Your objective: Needed from the data below: all lines that contain the word "numbered".

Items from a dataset
- Opening Delimiter -
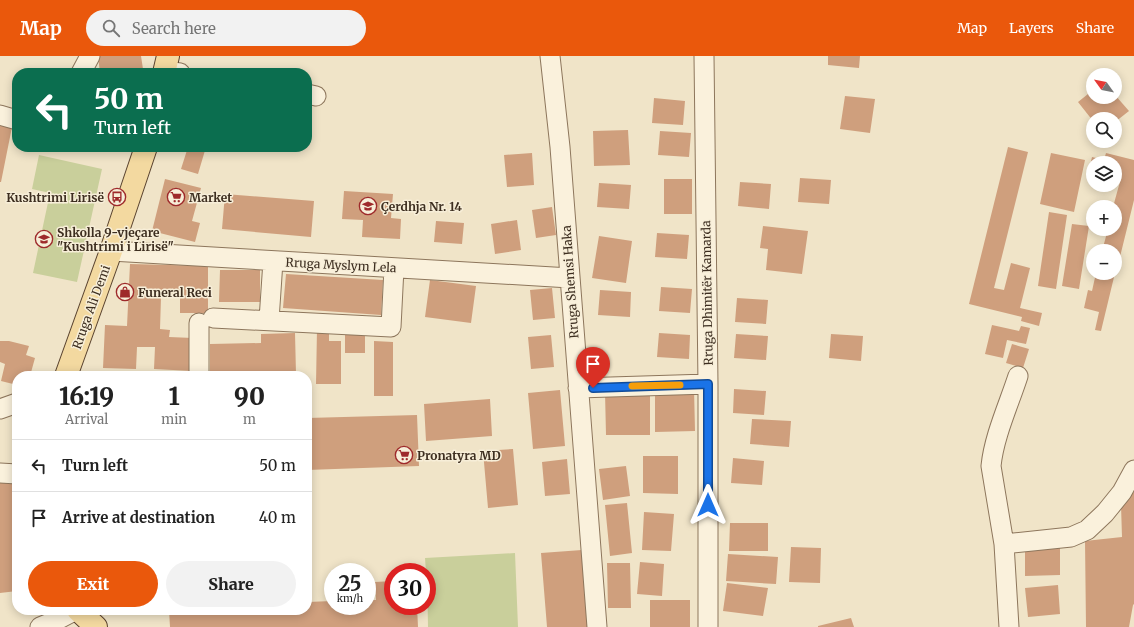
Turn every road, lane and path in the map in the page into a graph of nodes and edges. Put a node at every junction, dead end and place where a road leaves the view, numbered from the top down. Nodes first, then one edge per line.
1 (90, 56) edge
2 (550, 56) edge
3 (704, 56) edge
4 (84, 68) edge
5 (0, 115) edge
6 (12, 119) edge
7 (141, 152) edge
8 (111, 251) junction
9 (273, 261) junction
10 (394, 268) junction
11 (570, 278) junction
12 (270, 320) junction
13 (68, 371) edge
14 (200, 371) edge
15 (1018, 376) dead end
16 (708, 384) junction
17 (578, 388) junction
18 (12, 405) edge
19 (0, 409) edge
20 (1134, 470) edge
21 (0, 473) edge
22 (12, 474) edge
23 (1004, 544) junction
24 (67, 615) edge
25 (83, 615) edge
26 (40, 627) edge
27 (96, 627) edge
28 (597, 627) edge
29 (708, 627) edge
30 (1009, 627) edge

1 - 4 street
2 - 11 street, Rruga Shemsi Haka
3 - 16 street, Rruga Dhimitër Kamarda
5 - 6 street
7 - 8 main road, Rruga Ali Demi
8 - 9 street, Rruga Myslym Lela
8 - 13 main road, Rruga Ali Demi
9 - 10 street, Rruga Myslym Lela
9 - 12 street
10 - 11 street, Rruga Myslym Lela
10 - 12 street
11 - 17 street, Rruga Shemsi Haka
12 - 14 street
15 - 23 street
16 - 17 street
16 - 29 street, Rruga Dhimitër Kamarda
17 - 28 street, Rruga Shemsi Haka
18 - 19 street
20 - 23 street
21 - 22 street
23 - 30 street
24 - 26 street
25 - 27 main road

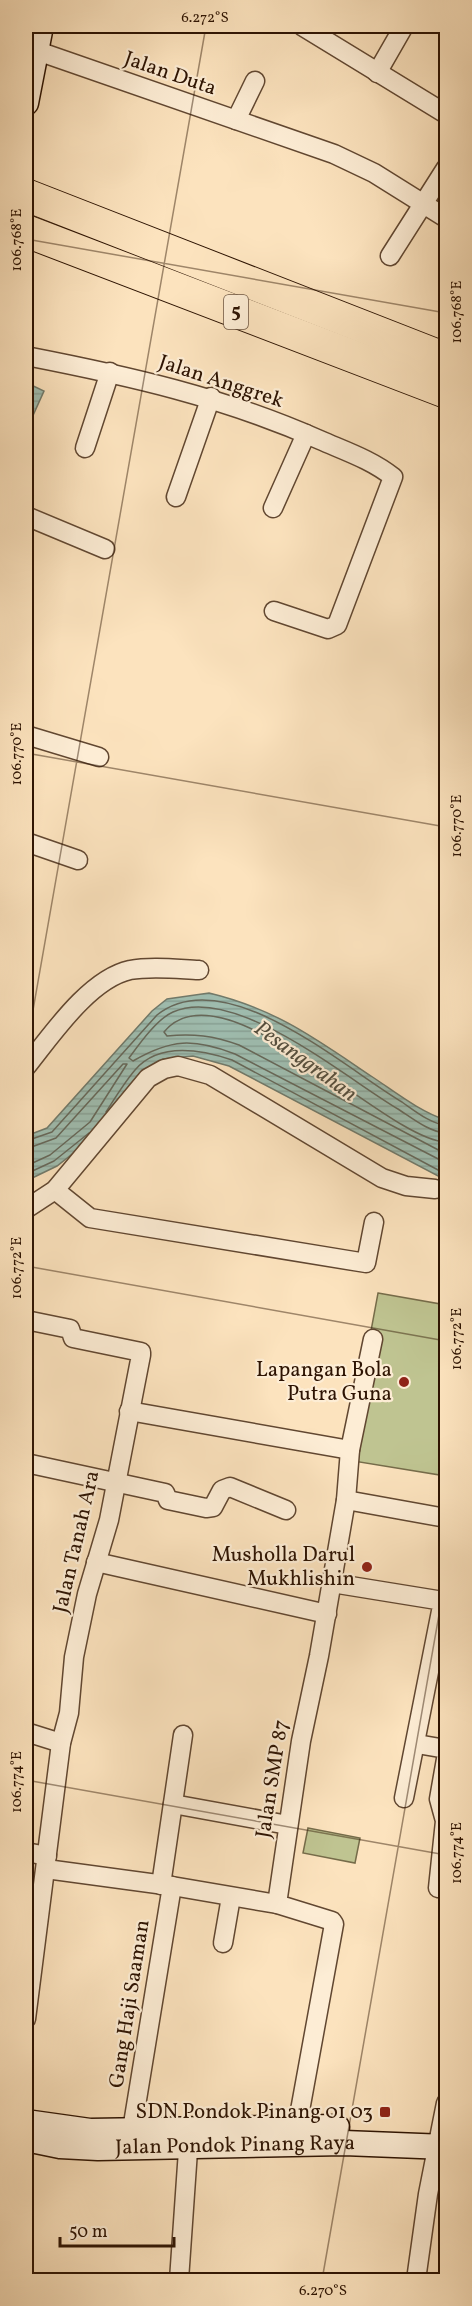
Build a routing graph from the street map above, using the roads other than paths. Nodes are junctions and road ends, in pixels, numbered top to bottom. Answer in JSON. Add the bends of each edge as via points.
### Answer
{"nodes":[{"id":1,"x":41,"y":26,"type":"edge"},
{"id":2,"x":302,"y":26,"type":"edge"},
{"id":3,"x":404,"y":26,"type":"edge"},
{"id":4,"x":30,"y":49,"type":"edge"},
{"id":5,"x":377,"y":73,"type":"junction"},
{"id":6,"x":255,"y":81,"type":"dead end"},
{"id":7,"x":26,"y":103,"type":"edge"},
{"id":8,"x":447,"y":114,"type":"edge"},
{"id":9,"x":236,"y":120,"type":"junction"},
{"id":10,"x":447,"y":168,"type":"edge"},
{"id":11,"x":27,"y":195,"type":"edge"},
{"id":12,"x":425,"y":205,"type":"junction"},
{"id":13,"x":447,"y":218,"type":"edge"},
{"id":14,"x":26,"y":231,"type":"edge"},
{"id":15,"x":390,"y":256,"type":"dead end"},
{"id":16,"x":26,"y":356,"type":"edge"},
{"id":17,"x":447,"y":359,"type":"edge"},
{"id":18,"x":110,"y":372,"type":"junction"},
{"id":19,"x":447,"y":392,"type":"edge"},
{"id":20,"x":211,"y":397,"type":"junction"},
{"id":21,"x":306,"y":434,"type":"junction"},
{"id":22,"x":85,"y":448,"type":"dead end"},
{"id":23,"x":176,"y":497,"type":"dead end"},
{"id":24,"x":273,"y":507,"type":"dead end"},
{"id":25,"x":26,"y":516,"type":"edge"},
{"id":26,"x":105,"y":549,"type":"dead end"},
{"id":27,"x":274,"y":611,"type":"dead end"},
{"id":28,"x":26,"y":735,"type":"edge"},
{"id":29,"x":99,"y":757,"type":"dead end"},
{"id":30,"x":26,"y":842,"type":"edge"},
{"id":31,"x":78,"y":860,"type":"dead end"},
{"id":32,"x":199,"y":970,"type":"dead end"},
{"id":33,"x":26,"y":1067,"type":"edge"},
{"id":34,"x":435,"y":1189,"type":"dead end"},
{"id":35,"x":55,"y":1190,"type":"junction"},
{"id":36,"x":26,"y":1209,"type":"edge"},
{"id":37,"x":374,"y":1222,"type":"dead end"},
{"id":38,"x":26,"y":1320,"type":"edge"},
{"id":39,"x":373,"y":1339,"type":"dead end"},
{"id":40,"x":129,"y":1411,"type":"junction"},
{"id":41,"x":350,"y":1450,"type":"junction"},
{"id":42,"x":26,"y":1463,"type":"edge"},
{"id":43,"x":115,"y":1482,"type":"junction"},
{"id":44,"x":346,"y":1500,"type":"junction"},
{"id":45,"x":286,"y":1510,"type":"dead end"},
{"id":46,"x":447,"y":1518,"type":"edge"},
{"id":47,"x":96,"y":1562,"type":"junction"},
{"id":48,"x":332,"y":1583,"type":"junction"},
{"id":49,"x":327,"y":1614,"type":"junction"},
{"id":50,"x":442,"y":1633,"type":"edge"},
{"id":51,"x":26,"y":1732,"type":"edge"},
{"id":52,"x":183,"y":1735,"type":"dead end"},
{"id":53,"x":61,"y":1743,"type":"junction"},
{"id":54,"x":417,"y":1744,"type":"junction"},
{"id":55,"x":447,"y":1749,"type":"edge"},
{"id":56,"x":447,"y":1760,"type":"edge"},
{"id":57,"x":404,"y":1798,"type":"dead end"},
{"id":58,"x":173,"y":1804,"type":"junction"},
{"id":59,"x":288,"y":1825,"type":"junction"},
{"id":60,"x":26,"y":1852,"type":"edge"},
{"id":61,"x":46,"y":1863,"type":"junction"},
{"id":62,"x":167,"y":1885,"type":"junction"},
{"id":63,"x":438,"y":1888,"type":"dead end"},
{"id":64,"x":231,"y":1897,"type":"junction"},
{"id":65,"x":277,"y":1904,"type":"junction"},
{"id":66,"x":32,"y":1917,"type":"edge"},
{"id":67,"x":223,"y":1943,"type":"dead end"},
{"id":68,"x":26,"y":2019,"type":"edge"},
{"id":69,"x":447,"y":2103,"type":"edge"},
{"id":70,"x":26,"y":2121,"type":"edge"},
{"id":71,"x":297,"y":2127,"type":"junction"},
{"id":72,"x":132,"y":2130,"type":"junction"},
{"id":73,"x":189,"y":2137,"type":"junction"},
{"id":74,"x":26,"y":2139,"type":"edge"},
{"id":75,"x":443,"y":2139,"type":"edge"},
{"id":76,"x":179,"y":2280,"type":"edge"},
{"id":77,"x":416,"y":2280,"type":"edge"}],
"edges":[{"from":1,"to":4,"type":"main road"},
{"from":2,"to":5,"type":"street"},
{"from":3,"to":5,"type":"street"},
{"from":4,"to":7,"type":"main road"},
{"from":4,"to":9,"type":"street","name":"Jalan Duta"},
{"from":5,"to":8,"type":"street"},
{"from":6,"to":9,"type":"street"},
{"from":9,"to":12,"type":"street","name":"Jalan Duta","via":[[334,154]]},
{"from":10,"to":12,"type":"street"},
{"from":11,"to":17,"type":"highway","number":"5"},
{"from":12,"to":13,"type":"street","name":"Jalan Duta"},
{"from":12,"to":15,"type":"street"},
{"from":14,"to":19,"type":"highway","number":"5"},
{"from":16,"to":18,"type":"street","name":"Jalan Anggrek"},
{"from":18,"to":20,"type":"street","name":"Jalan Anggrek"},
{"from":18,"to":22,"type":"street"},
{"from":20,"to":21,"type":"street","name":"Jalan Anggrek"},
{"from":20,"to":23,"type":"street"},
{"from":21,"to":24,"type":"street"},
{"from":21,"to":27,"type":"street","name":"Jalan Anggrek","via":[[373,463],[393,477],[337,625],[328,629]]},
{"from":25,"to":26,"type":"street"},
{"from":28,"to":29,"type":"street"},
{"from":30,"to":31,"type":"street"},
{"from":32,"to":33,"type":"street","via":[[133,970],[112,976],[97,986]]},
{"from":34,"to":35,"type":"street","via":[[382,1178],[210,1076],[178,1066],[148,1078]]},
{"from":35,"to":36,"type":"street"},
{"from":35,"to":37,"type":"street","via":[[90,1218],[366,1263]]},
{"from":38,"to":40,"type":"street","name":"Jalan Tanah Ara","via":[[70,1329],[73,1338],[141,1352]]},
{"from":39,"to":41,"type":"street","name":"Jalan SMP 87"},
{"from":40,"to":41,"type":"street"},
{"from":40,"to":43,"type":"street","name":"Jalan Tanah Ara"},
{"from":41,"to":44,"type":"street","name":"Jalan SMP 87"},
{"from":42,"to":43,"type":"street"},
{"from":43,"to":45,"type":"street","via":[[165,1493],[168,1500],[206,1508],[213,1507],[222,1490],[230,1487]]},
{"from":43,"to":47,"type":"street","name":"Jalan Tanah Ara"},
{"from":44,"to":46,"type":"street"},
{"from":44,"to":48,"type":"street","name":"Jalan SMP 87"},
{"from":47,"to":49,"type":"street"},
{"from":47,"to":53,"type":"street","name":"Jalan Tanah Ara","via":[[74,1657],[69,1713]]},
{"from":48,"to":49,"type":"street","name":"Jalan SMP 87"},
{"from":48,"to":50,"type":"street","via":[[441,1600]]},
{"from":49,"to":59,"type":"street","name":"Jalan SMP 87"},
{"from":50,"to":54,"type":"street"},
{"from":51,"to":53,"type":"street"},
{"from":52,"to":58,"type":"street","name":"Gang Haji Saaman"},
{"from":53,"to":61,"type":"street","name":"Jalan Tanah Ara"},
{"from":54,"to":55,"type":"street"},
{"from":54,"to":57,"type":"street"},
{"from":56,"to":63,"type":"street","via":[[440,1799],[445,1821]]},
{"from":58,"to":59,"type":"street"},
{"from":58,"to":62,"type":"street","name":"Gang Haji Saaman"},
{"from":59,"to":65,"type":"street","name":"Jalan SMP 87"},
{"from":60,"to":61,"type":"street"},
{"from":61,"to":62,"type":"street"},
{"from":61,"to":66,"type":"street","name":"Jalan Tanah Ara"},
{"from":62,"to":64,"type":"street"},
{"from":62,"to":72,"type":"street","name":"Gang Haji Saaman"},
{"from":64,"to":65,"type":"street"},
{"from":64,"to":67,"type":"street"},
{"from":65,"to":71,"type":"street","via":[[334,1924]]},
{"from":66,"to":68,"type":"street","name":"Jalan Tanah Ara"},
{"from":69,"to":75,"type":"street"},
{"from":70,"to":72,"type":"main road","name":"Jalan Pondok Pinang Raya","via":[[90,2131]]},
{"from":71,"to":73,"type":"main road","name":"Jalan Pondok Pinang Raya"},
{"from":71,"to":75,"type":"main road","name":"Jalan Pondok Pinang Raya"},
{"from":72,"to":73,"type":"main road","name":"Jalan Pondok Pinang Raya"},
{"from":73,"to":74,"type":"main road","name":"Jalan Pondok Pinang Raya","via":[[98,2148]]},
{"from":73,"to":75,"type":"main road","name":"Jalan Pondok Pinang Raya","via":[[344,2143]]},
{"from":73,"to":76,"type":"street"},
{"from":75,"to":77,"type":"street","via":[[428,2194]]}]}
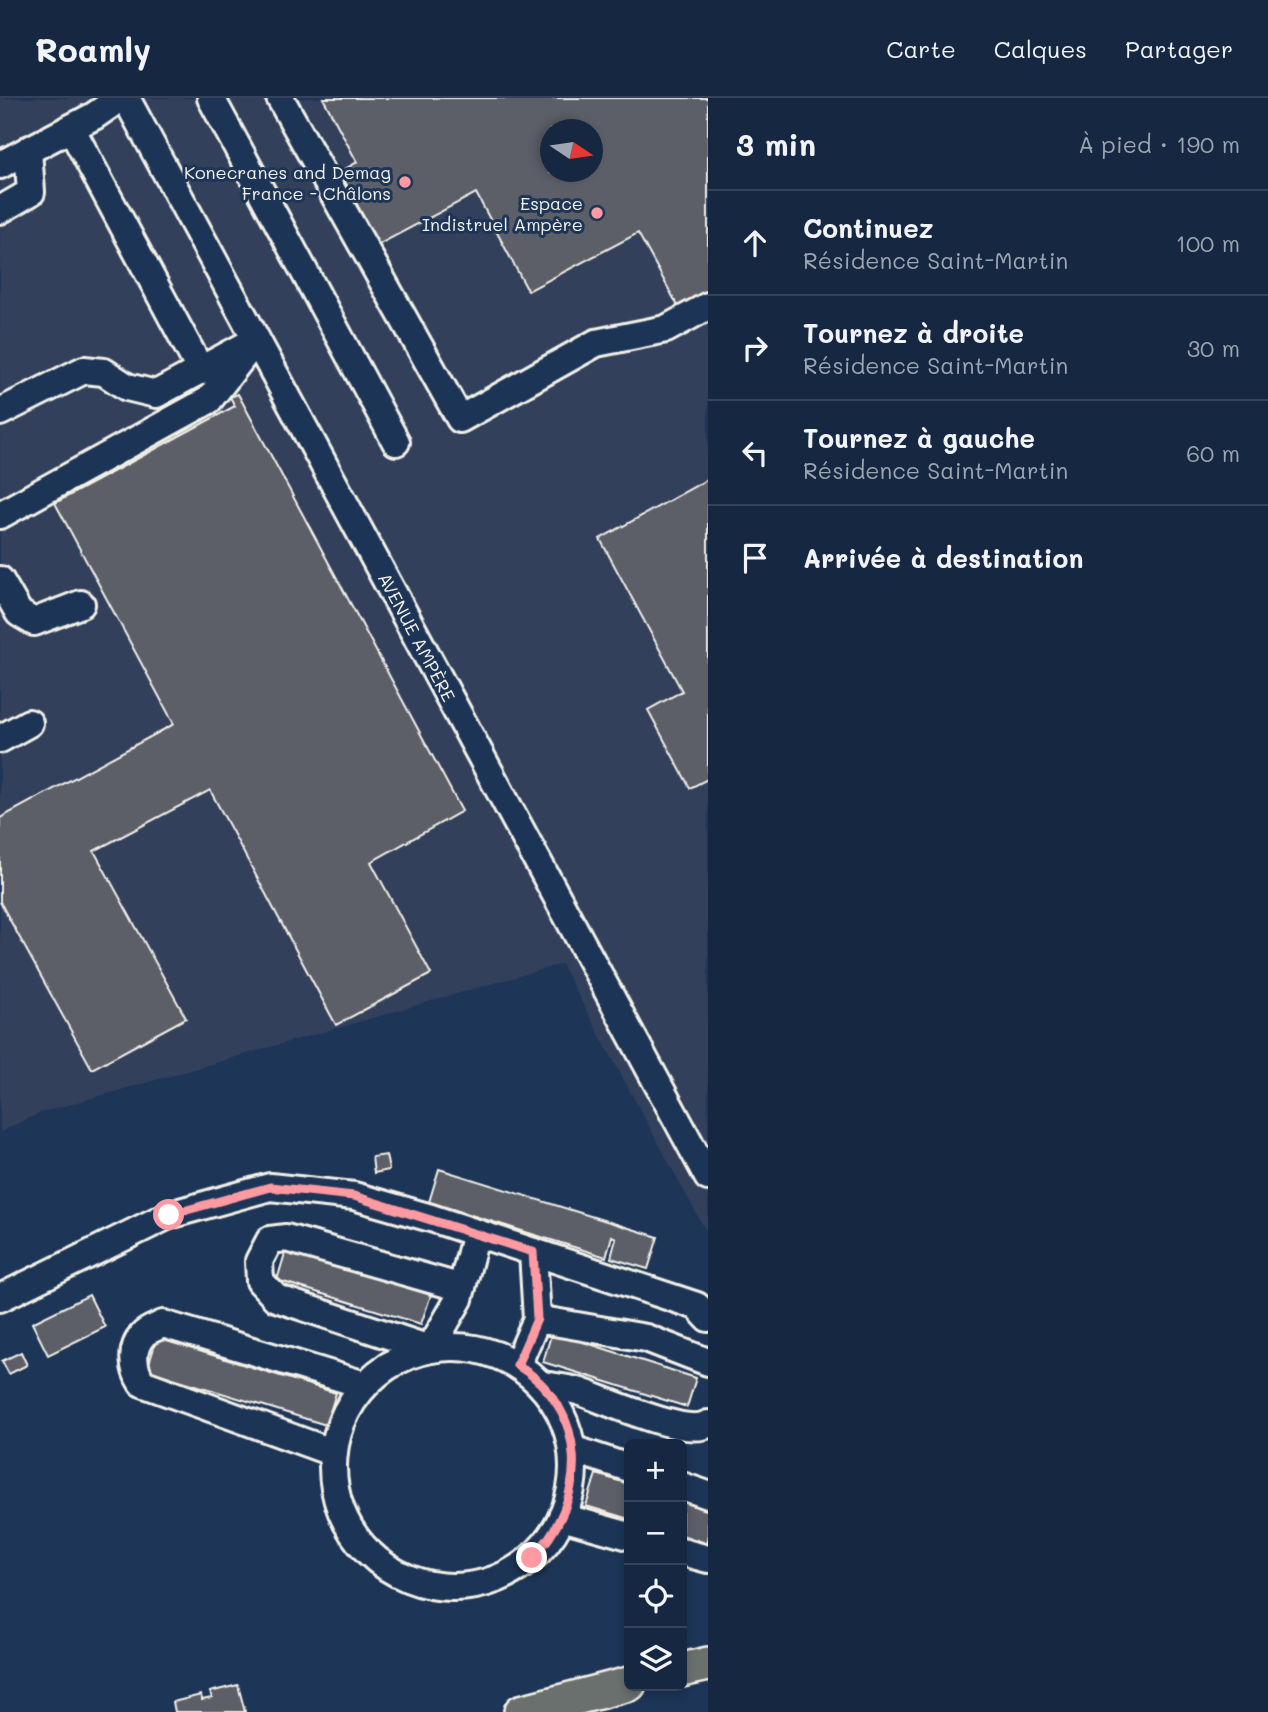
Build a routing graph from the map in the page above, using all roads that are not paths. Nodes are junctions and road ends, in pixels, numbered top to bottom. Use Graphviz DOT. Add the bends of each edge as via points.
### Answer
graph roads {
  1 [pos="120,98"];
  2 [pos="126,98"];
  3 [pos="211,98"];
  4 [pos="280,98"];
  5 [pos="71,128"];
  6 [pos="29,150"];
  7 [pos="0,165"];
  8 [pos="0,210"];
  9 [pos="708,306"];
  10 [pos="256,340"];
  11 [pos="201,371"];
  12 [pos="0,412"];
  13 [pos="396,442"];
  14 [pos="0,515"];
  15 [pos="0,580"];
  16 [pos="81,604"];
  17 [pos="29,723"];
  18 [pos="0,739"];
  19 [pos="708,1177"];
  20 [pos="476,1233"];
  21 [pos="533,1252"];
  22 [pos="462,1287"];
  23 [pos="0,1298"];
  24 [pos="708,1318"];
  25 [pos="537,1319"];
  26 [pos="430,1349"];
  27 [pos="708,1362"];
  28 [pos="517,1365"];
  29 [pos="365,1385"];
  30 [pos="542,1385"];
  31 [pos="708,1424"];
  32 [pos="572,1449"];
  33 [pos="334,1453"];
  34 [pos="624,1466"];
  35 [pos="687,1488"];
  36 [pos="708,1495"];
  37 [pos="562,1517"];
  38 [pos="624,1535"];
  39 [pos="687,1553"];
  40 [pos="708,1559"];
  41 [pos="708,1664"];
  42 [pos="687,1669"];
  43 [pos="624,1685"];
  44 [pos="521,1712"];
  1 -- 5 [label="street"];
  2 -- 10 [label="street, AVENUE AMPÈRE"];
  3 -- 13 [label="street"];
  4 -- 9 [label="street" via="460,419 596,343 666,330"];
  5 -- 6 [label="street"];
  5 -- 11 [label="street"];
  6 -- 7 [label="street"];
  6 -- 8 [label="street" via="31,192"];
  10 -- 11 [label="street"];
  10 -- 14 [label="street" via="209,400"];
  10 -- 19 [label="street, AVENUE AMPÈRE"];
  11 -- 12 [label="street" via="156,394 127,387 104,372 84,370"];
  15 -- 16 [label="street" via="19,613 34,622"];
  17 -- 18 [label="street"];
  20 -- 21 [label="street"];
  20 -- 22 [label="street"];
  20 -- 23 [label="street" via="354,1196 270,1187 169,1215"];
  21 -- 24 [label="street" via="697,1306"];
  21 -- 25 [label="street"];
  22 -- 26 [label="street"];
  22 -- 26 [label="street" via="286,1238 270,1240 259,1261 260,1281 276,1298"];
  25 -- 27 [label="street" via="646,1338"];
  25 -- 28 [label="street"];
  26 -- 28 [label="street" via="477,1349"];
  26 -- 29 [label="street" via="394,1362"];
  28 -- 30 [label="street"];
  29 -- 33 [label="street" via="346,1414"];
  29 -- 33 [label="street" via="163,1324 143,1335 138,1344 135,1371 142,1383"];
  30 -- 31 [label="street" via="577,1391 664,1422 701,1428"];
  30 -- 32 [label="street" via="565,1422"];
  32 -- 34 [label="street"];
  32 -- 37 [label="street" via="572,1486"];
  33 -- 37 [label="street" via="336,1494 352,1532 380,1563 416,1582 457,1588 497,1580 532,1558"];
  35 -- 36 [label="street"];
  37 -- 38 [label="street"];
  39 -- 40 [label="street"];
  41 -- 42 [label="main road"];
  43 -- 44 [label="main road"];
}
- Closing Delimiter -
Exercise answer:
Turn every road, lane and path in the map in the page into a graph of nodes and edges. Put a node at every junction, dead end and place where a road leaves the view, numbered from the top down. Nodes first, then one edge per line.
Build a routing graph from the street map above, using the roads other than paths. Nodes are junctions and road ends, in pixels, numbered top to bottom. Answer in JSON. Add the bends of each edge as via points.
Build a routing graph from the map in the page above, using all roads that are not paths. Nodes are junctions and road ends, in pixels, numbered top to bottom. Use Graphviz DOT. Add the bends of each edge as via points.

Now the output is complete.